We've heard the statement, "Prove beyond a reasonable doubt." It's common in the U.S. Court System and a well orchestrated judicial dictum. It's part of the reasoning process during deliberations in court cases. There is an objective on part of the Defense to inject enough doubt into the mind set of the Jurors that going beyond reasonable doubt is difficult to prove. However, the judicial aspect is not the only place you'll find this. You'll also see this in the Court of Public Opinion. The Defense in this case is the Public Relations Department of most organizations. Their job is to basically to confuse, distract, misdirect, mislead, forge a truth, lie, etc... Also, they are not bound by a moral code to present truthful information. This makes it easier to create a very high level of doubt in the mind set of the Jurors, the Public. Unfortunately, there is something that works to balance the "Prove beyond a reasonable doubt." statement. It has a symmetrical counter part that is not present in the Judicial system, but is in the Court of Public Opinion. It's very powerful and can not be over looked.
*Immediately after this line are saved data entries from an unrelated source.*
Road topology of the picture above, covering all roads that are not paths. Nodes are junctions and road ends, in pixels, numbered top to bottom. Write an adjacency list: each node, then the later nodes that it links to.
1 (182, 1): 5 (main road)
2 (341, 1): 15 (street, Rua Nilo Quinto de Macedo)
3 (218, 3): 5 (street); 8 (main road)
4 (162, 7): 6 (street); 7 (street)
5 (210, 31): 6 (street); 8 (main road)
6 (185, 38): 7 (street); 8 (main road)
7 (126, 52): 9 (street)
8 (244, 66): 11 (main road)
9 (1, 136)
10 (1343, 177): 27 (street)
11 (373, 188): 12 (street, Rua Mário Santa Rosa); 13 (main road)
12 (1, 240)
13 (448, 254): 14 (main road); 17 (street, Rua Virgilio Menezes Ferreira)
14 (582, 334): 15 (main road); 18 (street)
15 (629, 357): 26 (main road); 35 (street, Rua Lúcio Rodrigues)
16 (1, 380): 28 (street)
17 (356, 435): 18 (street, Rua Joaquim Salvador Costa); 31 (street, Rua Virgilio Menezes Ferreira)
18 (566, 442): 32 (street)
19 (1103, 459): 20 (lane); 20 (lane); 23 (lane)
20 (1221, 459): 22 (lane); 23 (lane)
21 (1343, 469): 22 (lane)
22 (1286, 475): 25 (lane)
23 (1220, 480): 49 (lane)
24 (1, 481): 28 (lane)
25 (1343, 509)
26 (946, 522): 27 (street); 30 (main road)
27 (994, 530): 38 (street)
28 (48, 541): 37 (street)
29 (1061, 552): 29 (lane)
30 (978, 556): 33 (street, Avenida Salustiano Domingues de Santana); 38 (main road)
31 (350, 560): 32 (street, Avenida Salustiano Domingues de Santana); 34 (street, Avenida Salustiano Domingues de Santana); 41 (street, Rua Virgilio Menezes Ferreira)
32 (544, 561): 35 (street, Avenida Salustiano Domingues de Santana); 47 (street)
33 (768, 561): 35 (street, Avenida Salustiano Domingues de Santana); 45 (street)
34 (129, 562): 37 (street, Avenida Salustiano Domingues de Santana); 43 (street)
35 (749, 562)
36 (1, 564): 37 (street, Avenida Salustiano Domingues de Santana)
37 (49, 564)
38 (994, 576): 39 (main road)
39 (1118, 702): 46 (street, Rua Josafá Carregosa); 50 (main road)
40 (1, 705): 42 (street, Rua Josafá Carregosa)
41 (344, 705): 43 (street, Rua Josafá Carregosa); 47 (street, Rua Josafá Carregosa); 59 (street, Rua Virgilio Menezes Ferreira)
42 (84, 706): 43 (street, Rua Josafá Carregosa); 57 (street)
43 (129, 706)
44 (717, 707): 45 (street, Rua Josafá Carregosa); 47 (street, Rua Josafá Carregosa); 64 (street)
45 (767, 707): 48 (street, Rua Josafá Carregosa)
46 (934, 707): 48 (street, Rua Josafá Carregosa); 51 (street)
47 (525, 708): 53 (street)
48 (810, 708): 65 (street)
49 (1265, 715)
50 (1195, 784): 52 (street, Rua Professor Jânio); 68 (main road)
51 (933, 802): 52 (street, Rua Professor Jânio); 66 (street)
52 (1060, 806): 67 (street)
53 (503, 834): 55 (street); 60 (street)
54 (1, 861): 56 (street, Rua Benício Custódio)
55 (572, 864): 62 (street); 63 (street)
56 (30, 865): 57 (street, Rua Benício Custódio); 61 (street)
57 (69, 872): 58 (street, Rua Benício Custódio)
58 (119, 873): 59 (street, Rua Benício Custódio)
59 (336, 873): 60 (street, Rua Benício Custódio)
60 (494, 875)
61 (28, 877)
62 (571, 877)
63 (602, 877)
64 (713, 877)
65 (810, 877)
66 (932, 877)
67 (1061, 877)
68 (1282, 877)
Reasonable doubt has is opposite, "Disprove beyond a reasonable plausibility." It's a very unique and powerful statement when used correctly. The most important part of this is, Plausibility. It can open up the N-permutations that lead to the truth. For some this can be a problem and it could be mind boggling at times, but if carefully selected questions are asked, then the solution will present itself. The general rule to follow is a well known Sir Arthur Conan Doyle axiom of if you eliminate the possible, no matter how improbable it maybe, must be the truth. Disproving the plausible is not as easy as saying, "Well, that can't happen." or "We put safe guards in place, so that can't happen." These are statements, not proof. Proof requires reviewable, testable, confirmable, reliable, credible evidence that what you are asserting is truth. Until you disprove beyond a reasonable plausibility, the plausibility remains.